2. Joseph jogs from one end A to the other end B of a straight 300 m road in 2 minutes 30 seconds and then turns around and jogs 100 m back to point C in another 1 minute. What are Joseph’s average speeds and velocities in jogging (a) from A to B and (b) from A to C?

Answer: (a) From A to B –

While jogging Joseph covers distance = 300m

Time taken to cover distance of 300 m = 2 min 50 sec = 170 sec

Average speed = total distance covered / time taken = 300 / 170 = 1.77 m/s

Now average velocity = displacement / time interval = 300 / 170 = 1.77 m/s

∴ The average speed and average velocity of Joseph from A to B is same i.e. 1.77 m/s

(b) From A to C –

Here, average speed = total distance covered / total time taken

∴ total distance covered = distance from A to B + distance from B to C = 300 + 100 = 400 m

Also, total time covered = Time taken to move from A to B + time taken to move from B to C

= 170 + 60 = 230 s

Therefore, average speed = 400 / 230 = 1.74 m/s

Also, we know velocity = displacement / time interval

∴ Displacement from A to C = A to B – B to C = 300 – 100 = 200

Average velocity = 200 / 230 = 0.87 m/s

∴ Average speed is 1.74 m/s and average velocity is 0.87 m/s

3. Abdul, while driving to school, computes the average speed for his trip to be 20 km/h. On his return trip along the same route, there is less traffic and the average speed is 30 km/h. What is the average speed for Abdul’s trip?

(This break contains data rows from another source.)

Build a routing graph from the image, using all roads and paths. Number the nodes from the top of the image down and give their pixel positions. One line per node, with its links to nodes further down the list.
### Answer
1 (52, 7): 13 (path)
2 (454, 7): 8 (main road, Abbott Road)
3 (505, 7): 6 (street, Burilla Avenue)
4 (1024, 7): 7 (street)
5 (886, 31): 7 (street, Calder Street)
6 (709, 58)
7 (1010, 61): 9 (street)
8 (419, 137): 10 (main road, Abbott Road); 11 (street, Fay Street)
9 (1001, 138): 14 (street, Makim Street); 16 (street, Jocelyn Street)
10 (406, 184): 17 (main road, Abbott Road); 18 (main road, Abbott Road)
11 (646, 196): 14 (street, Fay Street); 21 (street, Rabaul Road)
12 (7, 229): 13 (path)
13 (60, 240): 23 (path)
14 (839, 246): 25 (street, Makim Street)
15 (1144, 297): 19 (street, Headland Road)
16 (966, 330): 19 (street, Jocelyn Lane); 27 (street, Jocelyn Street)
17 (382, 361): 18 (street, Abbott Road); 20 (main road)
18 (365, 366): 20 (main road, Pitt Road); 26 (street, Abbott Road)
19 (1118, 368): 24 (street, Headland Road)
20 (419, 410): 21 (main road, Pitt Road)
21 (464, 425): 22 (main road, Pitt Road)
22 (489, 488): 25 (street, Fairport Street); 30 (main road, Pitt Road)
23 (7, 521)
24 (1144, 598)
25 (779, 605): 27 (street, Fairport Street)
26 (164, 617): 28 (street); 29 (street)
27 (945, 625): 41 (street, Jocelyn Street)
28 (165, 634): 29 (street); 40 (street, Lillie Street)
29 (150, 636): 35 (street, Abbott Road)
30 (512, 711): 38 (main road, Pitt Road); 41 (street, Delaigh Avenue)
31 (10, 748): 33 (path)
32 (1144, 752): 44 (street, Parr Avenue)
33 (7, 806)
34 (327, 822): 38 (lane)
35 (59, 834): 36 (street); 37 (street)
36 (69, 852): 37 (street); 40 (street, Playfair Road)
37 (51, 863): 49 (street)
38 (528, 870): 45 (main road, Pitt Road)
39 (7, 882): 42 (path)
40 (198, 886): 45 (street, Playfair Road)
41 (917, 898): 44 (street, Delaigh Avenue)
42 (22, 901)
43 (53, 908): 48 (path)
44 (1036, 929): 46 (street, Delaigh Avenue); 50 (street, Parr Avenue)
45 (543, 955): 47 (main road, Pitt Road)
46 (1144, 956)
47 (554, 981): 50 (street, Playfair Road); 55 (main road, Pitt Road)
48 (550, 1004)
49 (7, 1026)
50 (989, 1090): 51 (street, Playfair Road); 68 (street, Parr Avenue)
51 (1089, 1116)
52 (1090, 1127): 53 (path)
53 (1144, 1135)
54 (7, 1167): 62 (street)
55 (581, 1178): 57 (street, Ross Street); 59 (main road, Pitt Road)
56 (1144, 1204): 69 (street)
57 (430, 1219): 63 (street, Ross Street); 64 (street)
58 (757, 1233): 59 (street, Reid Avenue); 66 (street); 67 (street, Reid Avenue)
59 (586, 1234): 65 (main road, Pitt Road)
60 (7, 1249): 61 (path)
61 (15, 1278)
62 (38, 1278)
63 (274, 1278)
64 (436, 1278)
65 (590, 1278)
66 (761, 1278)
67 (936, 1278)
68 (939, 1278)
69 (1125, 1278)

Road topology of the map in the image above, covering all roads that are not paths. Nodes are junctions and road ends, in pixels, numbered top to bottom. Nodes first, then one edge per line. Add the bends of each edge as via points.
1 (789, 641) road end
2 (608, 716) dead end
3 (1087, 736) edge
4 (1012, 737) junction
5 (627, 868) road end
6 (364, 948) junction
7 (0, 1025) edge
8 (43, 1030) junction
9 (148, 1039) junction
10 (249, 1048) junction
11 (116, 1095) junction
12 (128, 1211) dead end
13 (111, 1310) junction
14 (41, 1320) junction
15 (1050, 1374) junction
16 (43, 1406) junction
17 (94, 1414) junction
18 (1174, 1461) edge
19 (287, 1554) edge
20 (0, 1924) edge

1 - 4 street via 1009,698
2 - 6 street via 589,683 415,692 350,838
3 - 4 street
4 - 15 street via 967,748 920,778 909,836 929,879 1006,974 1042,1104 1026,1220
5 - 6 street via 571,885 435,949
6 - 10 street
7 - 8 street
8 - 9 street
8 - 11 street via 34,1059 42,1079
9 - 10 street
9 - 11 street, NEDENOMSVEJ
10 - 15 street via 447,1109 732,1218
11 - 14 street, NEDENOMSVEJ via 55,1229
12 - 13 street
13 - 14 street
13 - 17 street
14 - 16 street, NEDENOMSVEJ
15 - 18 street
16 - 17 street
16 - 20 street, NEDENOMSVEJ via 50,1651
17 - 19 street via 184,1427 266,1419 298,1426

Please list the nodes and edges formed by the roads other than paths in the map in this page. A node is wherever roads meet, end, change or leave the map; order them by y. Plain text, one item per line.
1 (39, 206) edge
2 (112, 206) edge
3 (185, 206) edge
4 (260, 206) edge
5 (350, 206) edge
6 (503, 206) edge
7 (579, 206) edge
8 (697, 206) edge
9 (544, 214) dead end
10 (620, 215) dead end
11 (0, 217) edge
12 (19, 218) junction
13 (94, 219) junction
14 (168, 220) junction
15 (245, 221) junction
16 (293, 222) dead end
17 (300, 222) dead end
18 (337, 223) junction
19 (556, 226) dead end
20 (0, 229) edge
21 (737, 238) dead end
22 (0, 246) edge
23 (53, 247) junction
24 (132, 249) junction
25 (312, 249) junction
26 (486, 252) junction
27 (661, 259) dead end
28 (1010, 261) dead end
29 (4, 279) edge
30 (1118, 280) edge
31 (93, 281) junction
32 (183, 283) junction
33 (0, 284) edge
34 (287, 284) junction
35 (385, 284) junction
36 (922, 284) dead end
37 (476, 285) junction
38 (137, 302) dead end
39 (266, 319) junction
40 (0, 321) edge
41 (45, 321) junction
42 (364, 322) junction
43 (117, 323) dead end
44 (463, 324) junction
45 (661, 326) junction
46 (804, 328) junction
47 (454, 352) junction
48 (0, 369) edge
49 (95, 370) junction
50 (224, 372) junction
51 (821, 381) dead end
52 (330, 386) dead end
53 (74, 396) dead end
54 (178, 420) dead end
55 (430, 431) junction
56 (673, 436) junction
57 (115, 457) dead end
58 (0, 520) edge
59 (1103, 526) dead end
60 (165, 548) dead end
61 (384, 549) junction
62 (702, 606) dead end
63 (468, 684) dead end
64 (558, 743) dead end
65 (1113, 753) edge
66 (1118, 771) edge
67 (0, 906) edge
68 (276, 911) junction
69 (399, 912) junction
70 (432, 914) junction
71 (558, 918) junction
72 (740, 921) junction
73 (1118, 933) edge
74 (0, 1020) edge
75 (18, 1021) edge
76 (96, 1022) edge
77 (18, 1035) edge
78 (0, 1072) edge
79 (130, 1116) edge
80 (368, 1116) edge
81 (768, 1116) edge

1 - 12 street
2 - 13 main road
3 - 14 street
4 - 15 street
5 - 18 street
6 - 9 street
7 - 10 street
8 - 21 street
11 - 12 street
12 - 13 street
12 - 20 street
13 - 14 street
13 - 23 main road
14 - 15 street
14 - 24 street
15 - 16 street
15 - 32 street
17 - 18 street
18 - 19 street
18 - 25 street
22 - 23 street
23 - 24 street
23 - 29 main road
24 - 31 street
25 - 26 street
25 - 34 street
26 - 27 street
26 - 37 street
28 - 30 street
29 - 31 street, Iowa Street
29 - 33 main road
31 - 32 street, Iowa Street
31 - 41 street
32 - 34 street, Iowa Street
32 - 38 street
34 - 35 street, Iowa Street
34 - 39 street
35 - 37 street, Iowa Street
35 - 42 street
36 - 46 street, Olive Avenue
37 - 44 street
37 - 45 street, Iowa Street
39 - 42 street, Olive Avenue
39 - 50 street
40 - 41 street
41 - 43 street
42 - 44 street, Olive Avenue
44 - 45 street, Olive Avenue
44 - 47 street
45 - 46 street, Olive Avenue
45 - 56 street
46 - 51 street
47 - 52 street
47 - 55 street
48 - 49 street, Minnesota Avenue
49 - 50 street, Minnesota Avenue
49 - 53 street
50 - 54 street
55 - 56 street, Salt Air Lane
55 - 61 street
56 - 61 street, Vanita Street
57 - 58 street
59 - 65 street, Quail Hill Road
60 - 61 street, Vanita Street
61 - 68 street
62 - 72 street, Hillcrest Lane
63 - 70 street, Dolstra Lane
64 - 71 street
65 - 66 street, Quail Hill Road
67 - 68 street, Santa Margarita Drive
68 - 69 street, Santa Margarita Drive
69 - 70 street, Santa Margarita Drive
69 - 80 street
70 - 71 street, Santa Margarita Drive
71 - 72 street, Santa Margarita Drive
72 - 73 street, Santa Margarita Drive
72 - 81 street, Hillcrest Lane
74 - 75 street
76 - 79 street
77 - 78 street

Answer: Given : Average speed of Abdul’s trip = 20 km/h

We know that, Average speed = total distance / time taken

Let d be the total distance travelled to reach the school and t1 be the total time taken to reach the school.

∴ 20 = d / t1

∴ t1 = d/20

While returning from school distance travelled will be same i.e. d and total time required will be t2

∴ 40 = d / t2

∴ t2 = d / 40

Therefore, average speed of Abdul’s trip = total distance covered / total time taken

= ( d + d ) / (t1 + t2)

∴ average speed = 2d / t1+t2

= 2d / [(d/20) + (d/40)]

= 2d / [3d / 40]

= 80 / 3

= 26.66 m/s

Therefore, average speed of Abdul’s trip is 26.66 m/s.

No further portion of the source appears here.